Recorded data
□ □ □ □ □

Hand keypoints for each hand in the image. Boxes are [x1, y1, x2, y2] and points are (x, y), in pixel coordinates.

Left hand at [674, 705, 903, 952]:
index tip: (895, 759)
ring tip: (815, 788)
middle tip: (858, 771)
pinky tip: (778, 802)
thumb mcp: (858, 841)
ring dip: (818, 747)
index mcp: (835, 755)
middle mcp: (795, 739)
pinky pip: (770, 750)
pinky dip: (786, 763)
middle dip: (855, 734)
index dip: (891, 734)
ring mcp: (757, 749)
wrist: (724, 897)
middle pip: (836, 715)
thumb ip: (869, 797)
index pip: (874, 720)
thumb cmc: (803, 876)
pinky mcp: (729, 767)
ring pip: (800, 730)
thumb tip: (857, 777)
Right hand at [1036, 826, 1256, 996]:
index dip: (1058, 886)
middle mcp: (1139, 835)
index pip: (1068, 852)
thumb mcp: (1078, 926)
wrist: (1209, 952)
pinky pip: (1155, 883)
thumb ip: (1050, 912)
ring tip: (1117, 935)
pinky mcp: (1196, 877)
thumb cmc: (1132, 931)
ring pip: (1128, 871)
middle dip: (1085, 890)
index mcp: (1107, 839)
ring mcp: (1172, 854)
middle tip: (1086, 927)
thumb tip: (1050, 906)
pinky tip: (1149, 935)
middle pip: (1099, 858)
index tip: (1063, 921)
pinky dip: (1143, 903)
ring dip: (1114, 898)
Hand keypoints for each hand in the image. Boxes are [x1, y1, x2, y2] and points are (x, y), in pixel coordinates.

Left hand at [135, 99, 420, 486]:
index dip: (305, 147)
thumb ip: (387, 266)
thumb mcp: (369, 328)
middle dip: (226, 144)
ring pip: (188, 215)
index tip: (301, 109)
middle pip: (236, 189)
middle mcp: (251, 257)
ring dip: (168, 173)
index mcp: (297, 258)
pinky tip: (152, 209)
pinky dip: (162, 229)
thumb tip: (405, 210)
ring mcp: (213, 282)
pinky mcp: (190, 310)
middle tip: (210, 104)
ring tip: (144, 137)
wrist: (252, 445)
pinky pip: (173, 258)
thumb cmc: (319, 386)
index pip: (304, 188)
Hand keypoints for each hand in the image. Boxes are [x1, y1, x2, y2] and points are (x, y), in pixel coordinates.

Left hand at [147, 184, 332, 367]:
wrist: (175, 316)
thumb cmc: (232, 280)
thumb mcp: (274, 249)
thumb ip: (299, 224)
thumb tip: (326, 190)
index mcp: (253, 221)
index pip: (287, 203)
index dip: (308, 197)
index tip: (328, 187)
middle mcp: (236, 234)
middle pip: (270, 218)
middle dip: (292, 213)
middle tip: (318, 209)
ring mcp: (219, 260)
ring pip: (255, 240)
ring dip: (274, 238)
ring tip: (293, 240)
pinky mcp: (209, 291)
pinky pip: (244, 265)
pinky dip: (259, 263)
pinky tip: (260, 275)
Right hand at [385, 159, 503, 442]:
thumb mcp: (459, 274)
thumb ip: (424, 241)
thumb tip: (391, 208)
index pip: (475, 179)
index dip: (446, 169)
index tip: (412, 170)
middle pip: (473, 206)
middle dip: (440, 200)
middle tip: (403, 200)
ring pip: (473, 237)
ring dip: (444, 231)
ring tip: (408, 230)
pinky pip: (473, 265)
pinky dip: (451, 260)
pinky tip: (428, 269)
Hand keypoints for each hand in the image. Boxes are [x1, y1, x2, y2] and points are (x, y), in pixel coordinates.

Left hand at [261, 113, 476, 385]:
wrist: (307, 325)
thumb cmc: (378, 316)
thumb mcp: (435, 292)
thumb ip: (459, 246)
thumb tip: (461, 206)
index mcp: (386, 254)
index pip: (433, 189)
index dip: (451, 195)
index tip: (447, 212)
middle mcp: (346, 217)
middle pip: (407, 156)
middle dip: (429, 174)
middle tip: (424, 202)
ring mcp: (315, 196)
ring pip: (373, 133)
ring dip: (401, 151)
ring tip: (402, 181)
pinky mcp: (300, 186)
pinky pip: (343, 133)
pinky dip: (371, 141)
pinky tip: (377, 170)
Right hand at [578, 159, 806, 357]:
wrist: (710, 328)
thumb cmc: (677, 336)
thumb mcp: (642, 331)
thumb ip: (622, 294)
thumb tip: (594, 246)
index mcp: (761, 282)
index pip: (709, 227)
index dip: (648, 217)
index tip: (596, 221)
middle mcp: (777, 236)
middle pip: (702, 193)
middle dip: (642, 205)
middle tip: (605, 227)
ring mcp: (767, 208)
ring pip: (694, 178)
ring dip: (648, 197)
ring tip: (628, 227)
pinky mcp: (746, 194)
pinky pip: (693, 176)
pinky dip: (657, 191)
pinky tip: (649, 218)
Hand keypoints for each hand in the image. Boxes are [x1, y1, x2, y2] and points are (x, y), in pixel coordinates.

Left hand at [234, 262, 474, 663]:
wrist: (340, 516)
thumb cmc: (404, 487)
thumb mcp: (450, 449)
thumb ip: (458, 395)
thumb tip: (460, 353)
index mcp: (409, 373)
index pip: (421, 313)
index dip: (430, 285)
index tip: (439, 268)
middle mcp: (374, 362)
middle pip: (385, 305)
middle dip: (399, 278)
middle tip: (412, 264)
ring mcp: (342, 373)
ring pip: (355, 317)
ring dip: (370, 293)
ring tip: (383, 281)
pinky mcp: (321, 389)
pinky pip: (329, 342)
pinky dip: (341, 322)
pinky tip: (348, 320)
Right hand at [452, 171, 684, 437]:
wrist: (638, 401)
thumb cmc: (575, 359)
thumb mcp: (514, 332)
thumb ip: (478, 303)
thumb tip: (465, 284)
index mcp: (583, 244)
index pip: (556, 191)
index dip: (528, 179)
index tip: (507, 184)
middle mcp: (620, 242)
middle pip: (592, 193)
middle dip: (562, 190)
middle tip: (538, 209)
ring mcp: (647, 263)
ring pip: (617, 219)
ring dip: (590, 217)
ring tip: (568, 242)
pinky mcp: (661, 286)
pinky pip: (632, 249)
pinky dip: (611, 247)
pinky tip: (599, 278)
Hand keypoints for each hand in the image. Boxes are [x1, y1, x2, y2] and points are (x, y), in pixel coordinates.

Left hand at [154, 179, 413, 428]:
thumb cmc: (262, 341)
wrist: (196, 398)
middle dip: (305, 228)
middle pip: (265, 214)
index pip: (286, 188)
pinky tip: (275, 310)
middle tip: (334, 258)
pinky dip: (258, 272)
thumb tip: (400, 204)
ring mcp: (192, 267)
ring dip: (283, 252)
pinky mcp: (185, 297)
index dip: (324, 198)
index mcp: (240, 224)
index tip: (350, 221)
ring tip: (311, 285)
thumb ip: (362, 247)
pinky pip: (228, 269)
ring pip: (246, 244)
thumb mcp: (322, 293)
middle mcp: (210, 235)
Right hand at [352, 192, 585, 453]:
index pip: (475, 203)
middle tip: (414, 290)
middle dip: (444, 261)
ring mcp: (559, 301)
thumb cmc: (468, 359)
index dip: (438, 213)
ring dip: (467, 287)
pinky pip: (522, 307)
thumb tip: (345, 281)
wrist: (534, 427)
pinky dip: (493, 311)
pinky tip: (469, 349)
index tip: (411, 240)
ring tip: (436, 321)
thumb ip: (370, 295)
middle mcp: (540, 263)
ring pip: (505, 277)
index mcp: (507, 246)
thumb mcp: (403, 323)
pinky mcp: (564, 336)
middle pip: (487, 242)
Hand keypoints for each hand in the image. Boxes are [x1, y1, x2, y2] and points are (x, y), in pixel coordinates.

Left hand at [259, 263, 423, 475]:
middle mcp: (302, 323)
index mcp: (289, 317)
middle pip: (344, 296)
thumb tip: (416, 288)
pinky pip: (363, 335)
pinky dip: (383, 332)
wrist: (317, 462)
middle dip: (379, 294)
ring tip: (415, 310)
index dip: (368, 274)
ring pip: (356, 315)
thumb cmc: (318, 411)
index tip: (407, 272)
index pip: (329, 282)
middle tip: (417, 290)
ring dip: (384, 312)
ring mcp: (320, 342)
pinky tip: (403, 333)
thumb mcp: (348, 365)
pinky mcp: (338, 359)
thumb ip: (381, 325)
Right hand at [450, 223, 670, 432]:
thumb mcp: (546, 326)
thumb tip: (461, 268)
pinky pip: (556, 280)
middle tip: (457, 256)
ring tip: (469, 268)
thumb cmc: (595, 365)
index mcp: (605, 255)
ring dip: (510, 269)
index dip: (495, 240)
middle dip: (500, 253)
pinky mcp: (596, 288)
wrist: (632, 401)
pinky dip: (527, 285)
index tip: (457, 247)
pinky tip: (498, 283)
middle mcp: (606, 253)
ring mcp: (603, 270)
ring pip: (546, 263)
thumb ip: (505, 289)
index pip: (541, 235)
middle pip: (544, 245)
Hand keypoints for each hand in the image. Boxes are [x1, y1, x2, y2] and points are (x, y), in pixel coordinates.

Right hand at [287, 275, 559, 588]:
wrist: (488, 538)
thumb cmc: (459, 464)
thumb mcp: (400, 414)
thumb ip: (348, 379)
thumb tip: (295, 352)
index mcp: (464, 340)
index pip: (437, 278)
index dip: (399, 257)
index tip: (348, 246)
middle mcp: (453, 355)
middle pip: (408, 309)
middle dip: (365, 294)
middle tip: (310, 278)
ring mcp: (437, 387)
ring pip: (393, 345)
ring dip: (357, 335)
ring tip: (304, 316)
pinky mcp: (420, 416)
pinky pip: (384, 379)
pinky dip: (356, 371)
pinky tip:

□ □ □ □ □

**Assigned task**. From the line that has "index mcp: (507, 246)" through the line that has "ring dip: (384, 312)", copy every line exactly as it appears above, and leave out all others.

**Answer section**.
index mcp: (507, 246)
thumb mcp: (403, 323)
pinky mcp: (564, 336)
middle pip: (487, 242)
Hand keypoints for each hand in the image. Boxes are [x1, y1, x2, y2] and points are (x, y), in pixel coordinates.

Left hand at [259, 263, 423, 475]:
middle mcp: (302, 323)
index mcp: (289, 317)
middle pip: (344, 296)
thumb tip: (416, 288)
pinky pip: (363, 335)
pinky dip: (383, 332)
wrist: (317, 462)
middle dip: (379, 294)
ring tip: (415, 310)
index dip: (368, 274)
ring pip: (356, 315)
thumb cmc: (318, 411)
index tip: (407, 272)
index pip: (329, 282)
middle tip: (417, 290)
ring dip: (384, 312)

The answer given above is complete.